Last week I was in London. One of the main reasons for the trip was to meet with members of the press to discuss our new initiatives focused on the impact of massively multiplayer online games (MMOG) on business, in particular those games that are truly best thought of as virtual worlds or virtual environments, like Second Life. Joining me for the press briefings were some of my colleagues in IBM who are experimenting with these new capabilities. Some were physically with me in London, but most were distributed around the world - in the US, India, Canada, Australia and the UK - and joined as part of a virtual meeting conducted in Second Life.
For awhile now, I have felt that one of the most exciting areas of innovation is to recast our interactions with computer applications in terms of the humans that use them rather than the machines and software that run them. In particular, since our brains are basically wired for sight and sound, it is not surprising that the more visual an application, the more intuitive and human oriented it is likely to feel.
I first became sensitive to the importance of highly realistic visualizations some fifteen years ago through my involvement with scientific and engineering applications. In these fields, visualization is used extensively to represent the natural or engineered objects being modeled, simulated and analyzed. As the costs of visualization technologies have dropped precipitously, the cutting edge of visualization is now taking place in the video game world, especially around the new generation of gaming technologies like Microsoft's XBOX 360, Nintendo's Wii and Sony's PS3.
About two years ago, a study conducted by the IBM Academy of Technology concluded that technologies and capabilities from the gaming world would have a very strong impact on all aspects of IT, and made a number of recommendations for follow-on activities, which we have proceeded to implement.
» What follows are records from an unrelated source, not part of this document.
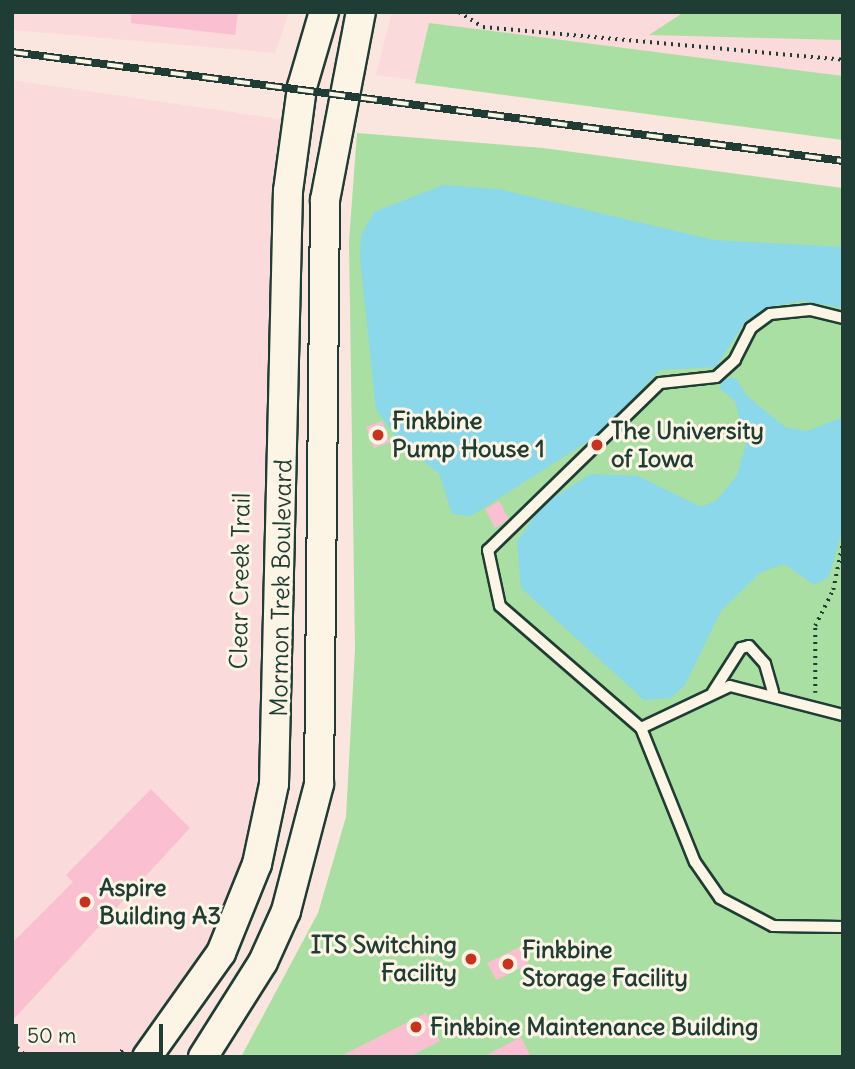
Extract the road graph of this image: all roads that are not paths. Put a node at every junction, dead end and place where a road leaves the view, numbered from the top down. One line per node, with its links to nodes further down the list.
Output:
1 (324, 12): 9 (main road, Mormon Trek Boulevard)
2 (361, 12): 10 (main road, Mormon Trek Boulevard)
3 (843, 318): 7 (lane)
4 (713, 692): 5 (lane); 5 (lane); 7 (lane)
5 (773, 692): 6 (lane)
6 (843, 715)
7 (641, 729): 8 (lane)
8 (843, 927)
9 (139, 1048)
10 (203, 1057)

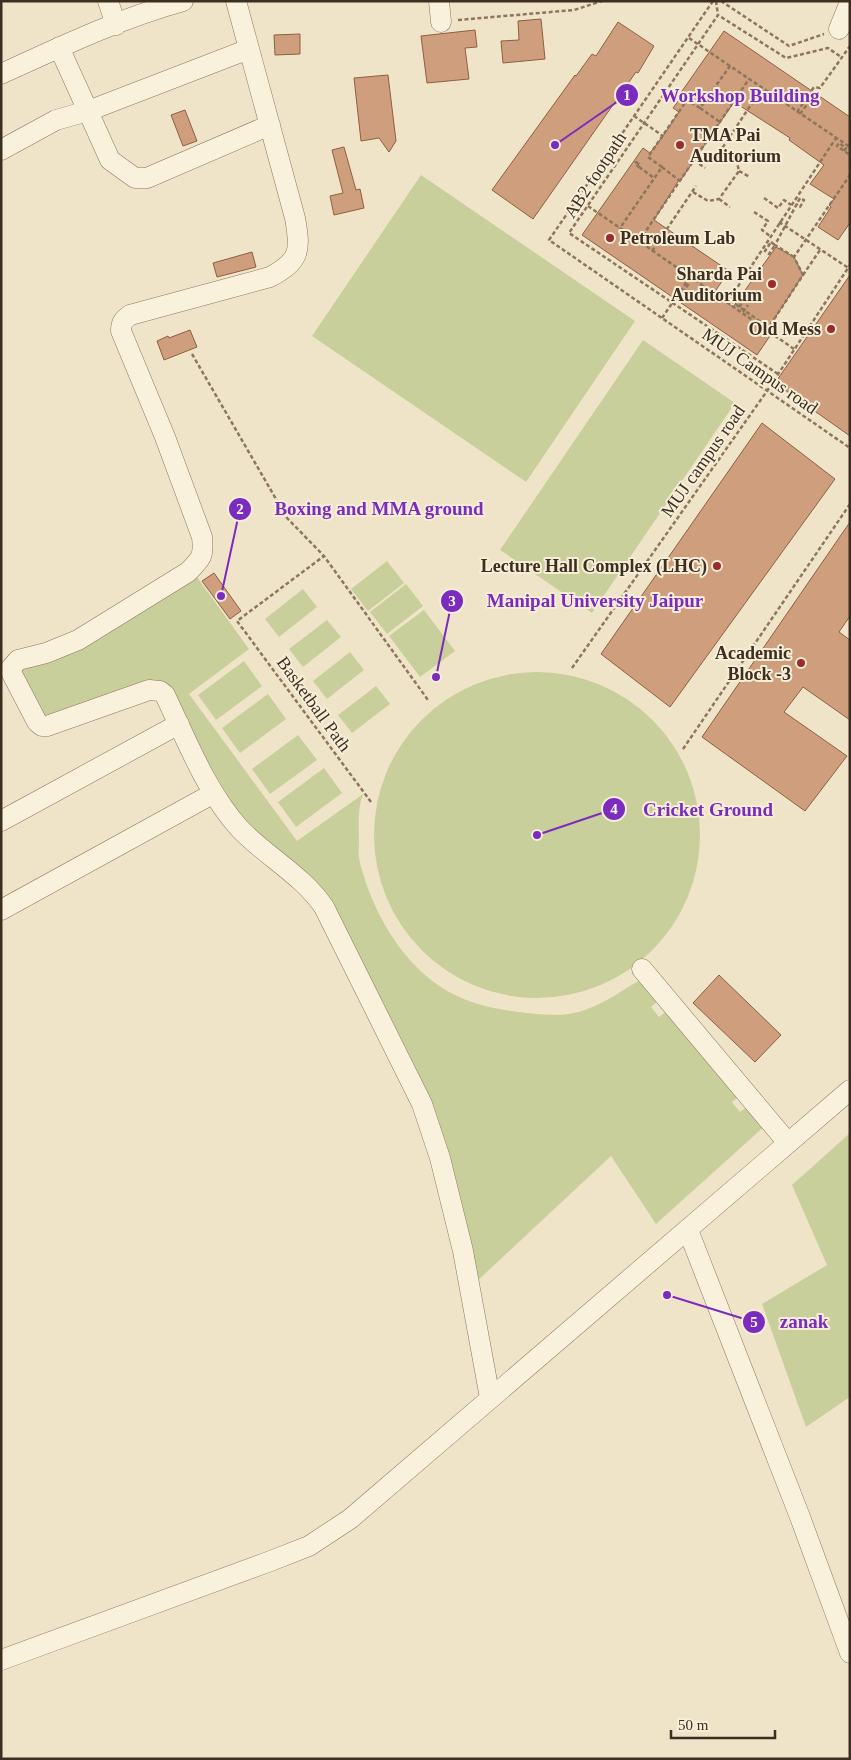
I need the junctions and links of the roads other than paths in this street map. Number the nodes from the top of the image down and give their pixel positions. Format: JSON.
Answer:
{"nodes":[{"id":1,"x":108,"y":1,"type":"edge"},
{"id":2,"x":183,"y":1,"type":"edge"},
{"id":3,"x":236,"y":1,"type":"edge"},
{"id":4,"x":440,"y":1,"type":"edge"},
{"id":5,"x":850,"y":2,"type":"edge"},
{"id":6,"x":441,"y":22,"type":"road end"},
{"id":7,"x":116,"y":24,"type":"junction"},
{"id":8,"x":839,"y":29,"type":"road end"},
{"id":9,"x":59,"y":47,"type":"junction"},
{"id":10,"x":249,"y":49,"type":"junction"},
{"id":11,"x":1,"y":74,"type":"edge"},
{"id":12,"x":88,"y":111,"type":"junction"},
{"id":13,"x":270,"y":125,"type":"junction"},
{"id":14,"x":1,"y":150,"type":"edge"},
{"id":15,"x":179,"y":724,"type":"junction"},
{"id":16,"x":214,"y":793,"type":"junction"},
{"id":17,"x":1,"y":821,"type":"edge"},
{"id":18,"x":1,"y":910,"type":"edge"},
{"id":19,"x":642,"y":969,"type":"dead end"},
{"id":20,"x":850,"y":1090,"type":"edge"},
{"id":21,"x":788,"y":1143,"type":"junction"},
{"id":22,"x":688,"y":1230,"type":"junction"},
{"id":23,"x":490,"y":1398,"type":"junction"},
{"id":24,"x":850,"y":1653,"type":"edge"},
{"id":25,"x":1,"y":1660,"type":"edge"}],
"edges":[{"from":1,"to":7,"type":"street"},
{"from":2,"to":7,"type":"street"},
{"from":3,"to":10,"type":"street"},
{"from":4,"to":6,"type":"street"},
{"from":5,"to":8,"type":"street"},
{"from":7,"to":9,"type":"street"},
{"from":9,"to":11,"type":"street"},
{"from":9,"to":12,"type":"street"},
{"from":10,"to":12,"type":"street"},
{"from":10,"to":13,"type":"street"},
{"from":12,"to":13,"type":"street"},
{"from":12,"to":14,"type":"street"},
{"from":13,"to":15,"type":"street"},
{"from":15,"to":16,"type":"street"},
{"from":15,"to":17,"type":"street"},
{"from":16,"to":18,"type":"street"},
{"from":16,"to":23,"type":"street"},
{"from":19,"to":21,"type":"street"},
{"from":20,"to":21,"type":"street"},
{"from":21,"to":22,"type":"street"},
{"from":22,"to":23,"type":"street"},
{"from":22,"to":24,"type":"street"},
{"from":23,"to":25,"type":"street"}]}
To learn what is required in a practical way, we have been using the Second Life platform to conduct a series of experiments, such as holding virtual meetings on a variety of subjects with groups of various sizes. The meeting participants are represented visually by their individual avatars or personalized icons in the virtual world. We are very interested in understanding how best to conduct such virtual meetings. We have learned that many of the visual clues from the physical world should be embraced in the virtual world. For example, meeting participants should be seated facing each other, as they would normally do in a meeting, and whoever is currently speaking should gesture with his or her arms.
Many, many aspects of conducting effective meetings in the virtual world remain to be investigated. Will we have different avatars for different kinds of meetings - perhaps using fairly realistic, more formal representations of ourselves for first time business meetings, and more casual, fanciful representations for meetings with colleagues and friends we know well? How should one best represent the resources used in the meeting, be they presentations, live video feeds, demos, and so on?
Another exciting area of study is e-commerce in the virtual world. The original, and now very successful concept of e-commerce, is built around the metaphor of a catalogue, which fits the page content notion of the Web and of browsers very nicely. But in the emerging, highly visual virtual worlds, commerce could be conducted in virtual stores, the allure of which would be limited only by the imagination of the virtual store designers.
We started to experiment with commerce in the virtual world during the Wimbledon tournament. We built a site on Second Life that looked like a tennis court. Visitors could follow the path of the ball in the virtual tennis court, and merchandise like Wimbledon towels were available for sale. We have also built links to other commerce sites like amazon.com to show how easy it is to link virtual worlds with the more conventional Web world.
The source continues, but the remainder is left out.